Assignment. For the records below, give the number of lines where the string "Luili" occurs. Include nothing else.

Supplied material START

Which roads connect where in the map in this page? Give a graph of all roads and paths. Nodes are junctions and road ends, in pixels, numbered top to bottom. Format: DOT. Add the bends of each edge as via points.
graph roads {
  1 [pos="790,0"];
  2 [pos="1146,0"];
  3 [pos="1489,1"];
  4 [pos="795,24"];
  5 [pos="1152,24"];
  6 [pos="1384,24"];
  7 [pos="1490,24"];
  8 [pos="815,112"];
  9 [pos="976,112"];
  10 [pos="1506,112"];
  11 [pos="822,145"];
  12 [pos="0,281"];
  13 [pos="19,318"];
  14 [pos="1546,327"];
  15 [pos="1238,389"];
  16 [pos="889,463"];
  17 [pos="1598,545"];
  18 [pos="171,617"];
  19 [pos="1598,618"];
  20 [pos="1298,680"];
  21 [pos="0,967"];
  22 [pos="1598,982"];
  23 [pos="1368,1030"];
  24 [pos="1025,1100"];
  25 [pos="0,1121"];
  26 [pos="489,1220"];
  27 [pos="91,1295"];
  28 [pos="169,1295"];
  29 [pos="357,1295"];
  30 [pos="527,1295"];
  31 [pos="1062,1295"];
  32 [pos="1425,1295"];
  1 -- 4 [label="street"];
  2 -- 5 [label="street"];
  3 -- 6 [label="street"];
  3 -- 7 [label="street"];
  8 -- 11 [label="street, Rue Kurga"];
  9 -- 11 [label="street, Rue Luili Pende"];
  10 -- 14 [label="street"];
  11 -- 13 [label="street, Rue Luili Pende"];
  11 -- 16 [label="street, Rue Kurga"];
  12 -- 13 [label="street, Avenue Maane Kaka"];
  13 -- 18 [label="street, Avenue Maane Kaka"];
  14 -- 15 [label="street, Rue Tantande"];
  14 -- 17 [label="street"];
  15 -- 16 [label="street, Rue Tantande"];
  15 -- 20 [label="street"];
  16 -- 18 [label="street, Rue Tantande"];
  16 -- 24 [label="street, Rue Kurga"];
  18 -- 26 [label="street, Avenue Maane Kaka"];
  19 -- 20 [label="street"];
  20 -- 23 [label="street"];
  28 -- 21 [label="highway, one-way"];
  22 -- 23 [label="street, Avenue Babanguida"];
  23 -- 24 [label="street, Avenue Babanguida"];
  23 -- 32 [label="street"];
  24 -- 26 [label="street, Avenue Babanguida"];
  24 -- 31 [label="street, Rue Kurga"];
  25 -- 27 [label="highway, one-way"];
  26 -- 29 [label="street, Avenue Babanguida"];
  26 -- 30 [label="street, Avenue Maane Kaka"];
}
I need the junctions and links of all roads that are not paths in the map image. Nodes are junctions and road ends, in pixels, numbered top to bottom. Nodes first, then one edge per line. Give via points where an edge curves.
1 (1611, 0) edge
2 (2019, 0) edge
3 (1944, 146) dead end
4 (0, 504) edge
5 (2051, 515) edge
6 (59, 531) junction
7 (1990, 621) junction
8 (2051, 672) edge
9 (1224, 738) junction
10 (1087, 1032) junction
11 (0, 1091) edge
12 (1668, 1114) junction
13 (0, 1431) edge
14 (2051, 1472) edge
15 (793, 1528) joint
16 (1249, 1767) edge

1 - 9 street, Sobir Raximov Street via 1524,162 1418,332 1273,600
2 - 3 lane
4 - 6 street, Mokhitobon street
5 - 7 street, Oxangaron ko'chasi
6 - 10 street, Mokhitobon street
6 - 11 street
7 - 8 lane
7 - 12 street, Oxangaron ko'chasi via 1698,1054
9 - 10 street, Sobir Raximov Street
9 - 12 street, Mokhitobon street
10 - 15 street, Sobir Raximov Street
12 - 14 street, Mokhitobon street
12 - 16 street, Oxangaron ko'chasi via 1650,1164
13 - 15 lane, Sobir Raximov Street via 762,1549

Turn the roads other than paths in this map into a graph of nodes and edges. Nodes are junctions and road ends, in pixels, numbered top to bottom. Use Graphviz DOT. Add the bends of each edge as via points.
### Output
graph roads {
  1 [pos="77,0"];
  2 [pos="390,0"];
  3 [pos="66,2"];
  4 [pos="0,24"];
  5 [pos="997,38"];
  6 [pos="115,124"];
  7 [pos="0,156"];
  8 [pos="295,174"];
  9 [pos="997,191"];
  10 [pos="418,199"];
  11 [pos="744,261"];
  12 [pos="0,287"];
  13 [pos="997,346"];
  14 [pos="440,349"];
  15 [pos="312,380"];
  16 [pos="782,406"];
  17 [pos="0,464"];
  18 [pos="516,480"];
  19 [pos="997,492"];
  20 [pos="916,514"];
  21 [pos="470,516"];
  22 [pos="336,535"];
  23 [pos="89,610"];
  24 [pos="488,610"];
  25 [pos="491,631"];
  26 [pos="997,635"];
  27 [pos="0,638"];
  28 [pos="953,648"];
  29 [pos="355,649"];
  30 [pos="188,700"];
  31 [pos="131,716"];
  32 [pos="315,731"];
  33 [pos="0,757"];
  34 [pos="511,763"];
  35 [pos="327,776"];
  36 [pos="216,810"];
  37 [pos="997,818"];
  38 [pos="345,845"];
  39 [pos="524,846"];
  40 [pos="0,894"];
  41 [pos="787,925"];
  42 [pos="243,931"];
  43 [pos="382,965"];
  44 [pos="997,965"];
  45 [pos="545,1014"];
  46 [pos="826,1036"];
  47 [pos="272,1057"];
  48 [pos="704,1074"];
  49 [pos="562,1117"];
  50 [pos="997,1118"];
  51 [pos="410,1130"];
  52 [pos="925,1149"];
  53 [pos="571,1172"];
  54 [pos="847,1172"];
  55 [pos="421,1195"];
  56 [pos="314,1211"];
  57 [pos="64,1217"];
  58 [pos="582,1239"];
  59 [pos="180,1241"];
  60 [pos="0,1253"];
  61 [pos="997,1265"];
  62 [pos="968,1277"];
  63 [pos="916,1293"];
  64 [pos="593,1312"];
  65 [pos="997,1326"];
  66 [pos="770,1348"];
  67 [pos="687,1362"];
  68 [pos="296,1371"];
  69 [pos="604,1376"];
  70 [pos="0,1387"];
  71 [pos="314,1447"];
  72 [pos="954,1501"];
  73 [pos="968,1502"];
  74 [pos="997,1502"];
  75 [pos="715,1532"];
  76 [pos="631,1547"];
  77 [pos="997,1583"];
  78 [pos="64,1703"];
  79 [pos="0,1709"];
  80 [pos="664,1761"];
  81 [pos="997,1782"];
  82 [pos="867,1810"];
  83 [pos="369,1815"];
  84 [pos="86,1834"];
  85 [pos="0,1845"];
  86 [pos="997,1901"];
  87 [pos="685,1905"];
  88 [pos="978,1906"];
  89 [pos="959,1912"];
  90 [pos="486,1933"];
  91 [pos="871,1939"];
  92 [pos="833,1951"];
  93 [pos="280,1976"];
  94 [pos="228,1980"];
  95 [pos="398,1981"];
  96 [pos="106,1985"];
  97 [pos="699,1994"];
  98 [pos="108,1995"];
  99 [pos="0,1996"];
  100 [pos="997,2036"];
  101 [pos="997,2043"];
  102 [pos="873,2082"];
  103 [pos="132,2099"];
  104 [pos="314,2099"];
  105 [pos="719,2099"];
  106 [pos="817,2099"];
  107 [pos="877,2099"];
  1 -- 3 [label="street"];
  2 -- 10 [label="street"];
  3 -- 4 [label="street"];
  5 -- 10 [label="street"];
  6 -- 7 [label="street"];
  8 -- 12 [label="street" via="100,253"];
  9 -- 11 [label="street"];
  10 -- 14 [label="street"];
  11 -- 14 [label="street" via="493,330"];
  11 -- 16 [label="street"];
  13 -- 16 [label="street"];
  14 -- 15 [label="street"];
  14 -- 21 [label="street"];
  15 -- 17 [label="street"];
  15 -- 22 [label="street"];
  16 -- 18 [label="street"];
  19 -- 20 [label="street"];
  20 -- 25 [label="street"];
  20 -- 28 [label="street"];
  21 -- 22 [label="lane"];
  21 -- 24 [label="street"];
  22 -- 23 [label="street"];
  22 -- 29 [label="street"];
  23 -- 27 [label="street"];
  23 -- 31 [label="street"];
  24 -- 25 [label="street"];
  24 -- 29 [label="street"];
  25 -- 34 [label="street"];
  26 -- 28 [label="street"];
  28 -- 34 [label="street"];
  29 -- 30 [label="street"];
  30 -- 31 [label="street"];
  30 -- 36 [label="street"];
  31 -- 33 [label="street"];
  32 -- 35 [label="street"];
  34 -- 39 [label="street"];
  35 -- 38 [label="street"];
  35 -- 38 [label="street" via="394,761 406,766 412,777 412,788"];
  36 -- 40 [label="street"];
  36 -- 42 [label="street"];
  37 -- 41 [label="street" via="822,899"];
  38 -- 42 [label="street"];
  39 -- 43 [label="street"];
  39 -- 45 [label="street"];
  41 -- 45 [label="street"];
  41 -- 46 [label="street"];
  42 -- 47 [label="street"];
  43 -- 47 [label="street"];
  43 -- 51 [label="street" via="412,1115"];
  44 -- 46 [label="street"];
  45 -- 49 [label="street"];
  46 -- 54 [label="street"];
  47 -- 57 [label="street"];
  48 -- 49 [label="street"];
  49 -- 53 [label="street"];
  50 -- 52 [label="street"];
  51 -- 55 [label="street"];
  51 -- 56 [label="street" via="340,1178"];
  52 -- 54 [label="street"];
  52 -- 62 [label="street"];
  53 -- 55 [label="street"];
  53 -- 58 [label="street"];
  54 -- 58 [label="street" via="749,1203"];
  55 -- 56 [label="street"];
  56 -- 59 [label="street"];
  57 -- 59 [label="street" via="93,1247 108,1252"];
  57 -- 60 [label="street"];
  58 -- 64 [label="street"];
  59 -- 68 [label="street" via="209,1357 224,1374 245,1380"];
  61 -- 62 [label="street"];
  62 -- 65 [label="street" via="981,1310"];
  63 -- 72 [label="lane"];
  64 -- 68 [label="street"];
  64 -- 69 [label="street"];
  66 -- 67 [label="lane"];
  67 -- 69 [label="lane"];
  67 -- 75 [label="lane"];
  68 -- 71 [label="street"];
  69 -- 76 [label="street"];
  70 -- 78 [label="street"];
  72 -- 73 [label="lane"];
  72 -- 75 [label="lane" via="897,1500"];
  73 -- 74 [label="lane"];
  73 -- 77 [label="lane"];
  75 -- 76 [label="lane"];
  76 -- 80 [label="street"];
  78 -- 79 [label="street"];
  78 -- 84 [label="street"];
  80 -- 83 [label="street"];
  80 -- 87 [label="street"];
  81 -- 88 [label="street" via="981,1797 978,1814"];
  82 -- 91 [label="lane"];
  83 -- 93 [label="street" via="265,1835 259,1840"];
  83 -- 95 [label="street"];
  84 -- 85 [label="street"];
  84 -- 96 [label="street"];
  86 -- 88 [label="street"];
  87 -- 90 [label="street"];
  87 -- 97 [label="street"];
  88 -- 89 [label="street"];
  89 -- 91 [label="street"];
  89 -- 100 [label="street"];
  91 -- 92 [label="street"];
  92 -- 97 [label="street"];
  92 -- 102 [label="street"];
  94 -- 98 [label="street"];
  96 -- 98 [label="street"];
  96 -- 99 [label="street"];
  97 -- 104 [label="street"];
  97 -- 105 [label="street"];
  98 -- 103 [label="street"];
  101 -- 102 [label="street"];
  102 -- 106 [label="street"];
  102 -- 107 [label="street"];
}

Supplied material END

Answer to this task. 2